**What you need to do:** A verbatim printing of the entries that follow is needed; pictures must not appear in it.

Items listed in a dataset
──────────────────────────────

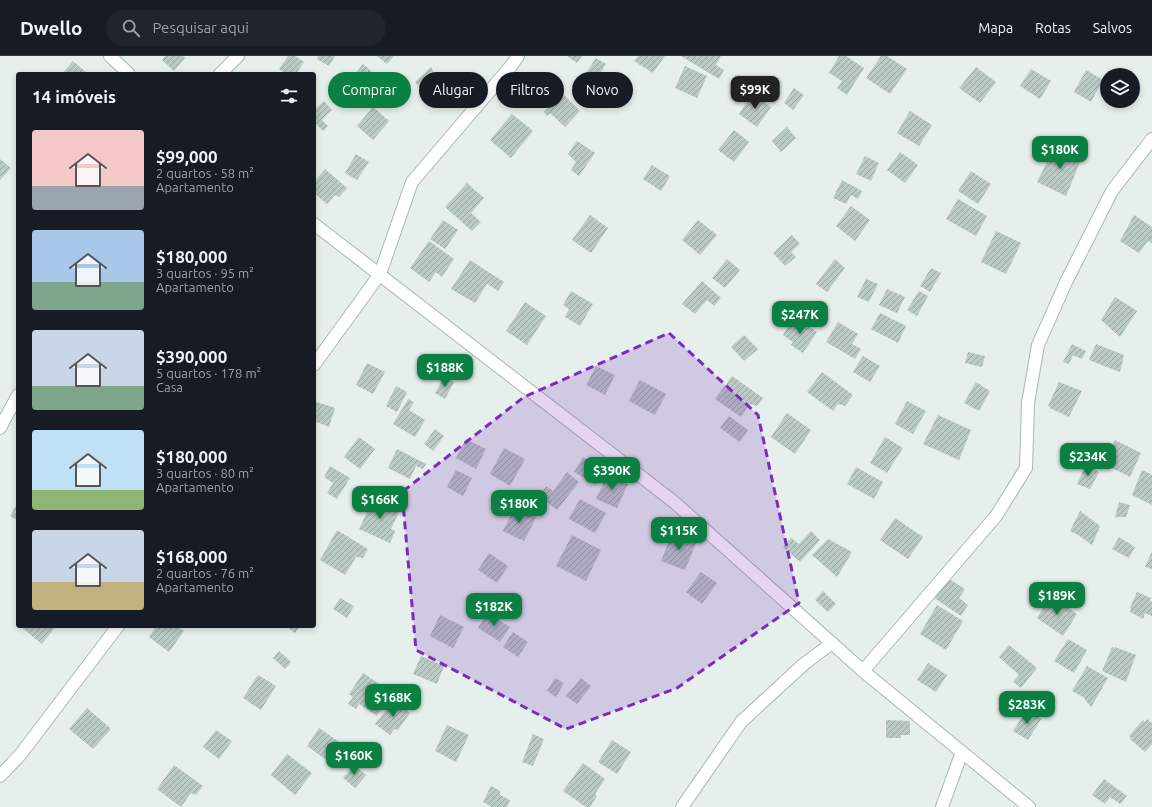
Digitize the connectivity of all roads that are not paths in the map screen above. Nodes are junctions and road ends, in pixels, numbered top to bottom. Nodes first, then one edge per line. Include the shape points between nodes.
1 (110, 56) edge
2 (238, 56) edge
3 (518, 56) edge
4 (127, 72) edge
5 (222, 72) edge
6 (1152, 139) edge
7 (316, 226) edge
8 (380, 274) junction
9 (316, 362) edge
10 (16, 399) edge
11 (0, 428) edge
12 (116, 628) edge
13 (832, 643) junction
14 (863, 671) junction
15 (962, 752) junction
16 (0, 776) edge
17 (682, 807) edge
18 (942, 807) edge
19 (1029, 807) edge

1 - 4 street
2 - 5 street
3 - 8 street via 412,182
6 - 14 street via 1112,191 1066,282 1038,345 1028,403 1026,468 996,516
7 - 8 street
8 - 9 street
8 - 13 street via 674,502
10 - 11 street
12 - 16 street via 20,755
13 - 14 street
13 - 17 street via 804,664 742,722
14 - 15 street
15 - 18 street
15 - 19 street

──────────────────────────────

**Response below:**
Digitize the connectivity of all roads that are not paths in the map screen above. Nodes are junctions and road ends, in pixels, numbered top to bottom. Nodes first, then one edge per line. Include the shape points between nodes.
1 (110, 56) edge
2 (238, 56) edge
3 (518, 56) edge
4 (127, 72) edge
5 (222, 72) edge
6 (1152, 139) edge
7 (316, 226) edge
8 (380, 274) junction
9 (316, 362) edge
10 (16, 399) edge
11 (0, 428) edge
12 (116, 628) edge
13 (832, 643) junction
14 (863, 671) junction
15 (962, 752) junction
16 (0, 776) edge
17 (682, 807) edge
18 (942, 807) edge
19 (1029, 807) edge

1 - 4 street
2 - 5 street
3 - 8 street via 412,182
6 - 14 street via 1112,191 1066,282 1038,345 1028,403 1026,468 996,516
7 - 8 street
8 - 9 street
8 - 13 street via 674,502
10 - 11 street
12 - 16 street via 20,755
13 - 14 street
13 - 17 street via 804,664 742,722
14 - 15 street
15 - 18 street
15 - 19 street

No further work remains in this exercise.